Conversamos com o Black Country, New Road sobre como eles enxergam o próprio som e qual o roteiro de um date perfeito em Londres

Black Country, New Road, uma das bandas mais interessantes do cenário de post-punk revival, chega ao Brasil no meio de maio de 2023 para se apresentar no C6 Fest, novo festival que conta com edições em São Paulo e no Rio de Janeiro.

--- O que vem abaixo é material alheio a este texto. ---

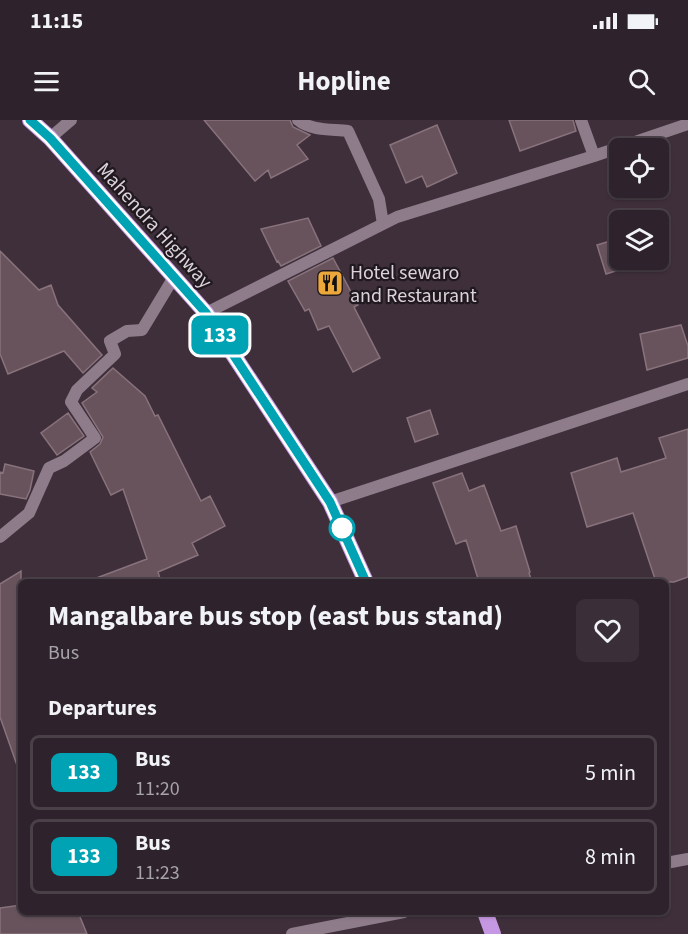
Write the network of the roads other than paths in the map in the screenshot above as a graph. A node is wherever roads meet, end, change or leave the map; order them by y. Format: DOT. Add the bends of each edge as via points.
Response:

O Black Country, New Road antes mesmo de lançar seu álbum de estreia já chamava atenção da crítica britânica. O som que começou ligado à cena de post-punk revival, de bandas recentes como Black Midi e Squid, aos poucos foi tomando uma forma mais épica e melódica, mais puxado para o rock alternativo. Os dois primeiros álbuns, For The First Time (2021) e Ants From Up There (2022) contavam com o vocalista e guitarrista Isaac Wood. Numa nova configuração, a banda lançou nesse primeiro semestre Live At Bush Hall, um material que segundo eles, não era pra ser um álbum, muito menos um álbum ao vivo, mas que marca uma nova fase da banda, com o vocal sendo compartilhado entre os seis membros entre as músicas. 

O nosso papo rolou com o Charlie Wayne (baterista), a Tyler Hyde (baixista) e o Luke Mark (guitarrista), sendo que todos eles também cantam. Confira abaixo nossa entrevista com o Black Country, New Road.

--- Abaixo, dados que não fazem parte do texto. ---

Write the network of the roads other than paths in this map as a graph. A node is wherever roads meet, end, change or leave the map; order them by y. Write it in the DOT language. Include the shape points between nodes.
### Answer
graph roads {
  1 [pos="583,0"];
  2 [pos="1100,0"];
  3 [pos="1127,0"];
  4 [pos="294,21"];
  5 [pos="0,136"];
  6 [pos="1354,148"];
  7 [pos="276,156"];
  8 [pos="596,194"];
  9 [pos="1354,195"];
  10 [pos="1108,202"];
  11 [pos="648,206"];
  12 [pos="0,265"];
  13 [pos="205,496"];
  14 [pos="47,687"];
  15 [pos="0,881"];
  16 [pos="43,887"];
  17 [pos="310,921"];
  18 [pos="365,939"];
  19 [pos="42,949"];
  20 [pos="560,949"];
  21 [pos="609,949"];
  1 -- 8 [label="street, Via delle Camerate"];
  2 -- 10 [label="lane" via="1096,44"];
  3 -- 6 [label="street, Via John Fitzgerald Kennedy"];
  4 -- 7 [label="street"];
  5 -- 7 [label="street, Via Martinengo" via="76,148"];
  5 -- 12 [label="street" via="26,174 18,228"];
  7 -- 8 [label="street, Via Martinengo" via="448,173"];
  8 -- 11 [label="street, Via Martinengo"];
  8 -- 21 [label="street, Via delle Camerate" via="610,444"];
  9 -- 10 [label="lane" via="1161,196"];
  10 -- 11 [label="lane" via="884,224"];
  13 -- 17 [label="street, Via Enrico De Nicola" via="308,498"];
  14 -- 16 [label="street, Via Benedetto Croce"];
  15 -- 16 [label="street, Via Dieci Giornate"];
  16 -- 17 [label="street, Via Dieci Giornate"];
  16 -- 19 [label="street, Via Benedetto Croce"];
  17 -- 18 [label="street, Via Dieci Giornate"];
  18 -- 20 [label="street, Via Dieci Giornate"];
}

Maria (MI): Para começar, que tal vocês se apresentarem, dizendo o que cada um faz na banda?

Charlie Wayne: Eu sou o Charlie, e toco bateria.

Tyler Hyde: E o banjo!

Charlie: Sim, e o banjo também.

Tyler: Eu sou a Tyler, toco baixo e canto. Ah, e eu também toco guitarra.

Luke Mark: Sou Luke, e sou guitarrista.

Charlie: E backing vocal também, hein…

Luke: E backing vocal também, verdade (risos). É isso, é isso.

 

Binha (MI): Eu conheci vocês em 2019 em um vídeo ao vivo no YouTube. Quatro anos depois, vocês lançaram o ‘’Live at Bush Hall’’ no YouTube e comentaram em uma entrevista que não planejavam disponibilizar nas plataformas de streaming, mas até hoje, a gente percebe que a banda continua ganhando novos fãs a partir dos vídeos no YouTube. Por que a música ao vivo é tão importante para vocês?

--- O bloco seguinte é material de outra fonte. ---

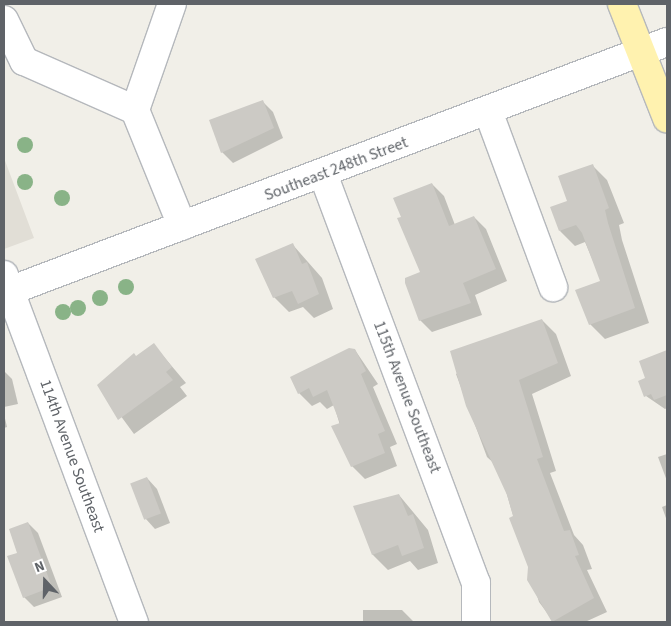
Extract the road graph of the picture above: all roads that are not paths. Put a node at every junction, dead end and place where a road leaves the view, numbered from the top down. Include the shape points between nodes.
1 (172, 4) edge
2 (622, 4) edge
3 (4, 20) edge
4 (667, 42) edge
5 (641, 52) junction
6 (135, 110) junction
7 (488, 111) junction
8 (667, 118) edge
9 (323, 174) junction
10 (182, 226) junction
11 (6, 286) edge
12 (553, 287) dead end
13 (134, 622) edge
14 (476, 622) edge

1 - 6 street
2 - 5 main road
3 - 6 street via 24,61
4 - 5 street, Southeast 248th Street
5 - 7 street, Southeast 248th Street
5 - 8 main road
6 - 10 street
7 - 9 street, Southeast 248th Street
7 - 12 street
9 - 10 street, Southeast 248th Street
9 - 14 street, 115th Avenue Southeast via 476,583
10 - 11 street, Southeast 248th Street
11 - 13 street, 114th Avenue Southeast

Luke: Hm, eu não sei… eu acho que antes de ser conhecido o suficiente, ou ter recursos financeiros suficientes para gravar, tocar ao vivo é a única coisa que dá pra fazer. Então quando se está no começo, aprendendo a fazer música, você pensa principalmente nela sendo tocada  ao vivo, pra depois aí sim começar a pensar em como fazer coisas boas para uma gravação em estúdio. São habilidades diferentes. E, enfim, acho que fizemos isso bem antes, mas é algo completamente  diferente. Eu acho que o jeito como nos conectamos com a música vem muito do ao vivo, tanto tocando quanto  assistindo. Então [o ao vivo] é a nossa base.

Tyler: E nós só gravamos ao vivo até hoje. Geralmente. Nós obviamente adicionamos overdubs e fazemos alguns ajustes, mas tudo o que já fizemos foi com todos juntos na mesma sala tocando ao mesmo tempo. Essa é a única maneira que realmente sabemos como escrever e gravar música.

 

Luan (MI): Falando sobre ao vivo, o Live At Bush Hall é um álbum muito importante, como um álbum de estúdio mesmo para os fãs. Então, que álbuns ao vivo vocês gostam como se fosse um álbum de estúdio, que é importante para vocês, ou uma inspiração?

Luke: Que difícil…

Charlie: Isso é difícil. Quer dizer, eu acho que nós realmente não pensamos sobre ele assim. Acho que ele [Live At Bush Hall] é mais ou menos assim [um álbum ao vivo]. Nunca foi nossa intenção que parecesse que estávamos lançando como um álbum ao vivo mesmo, nunca como…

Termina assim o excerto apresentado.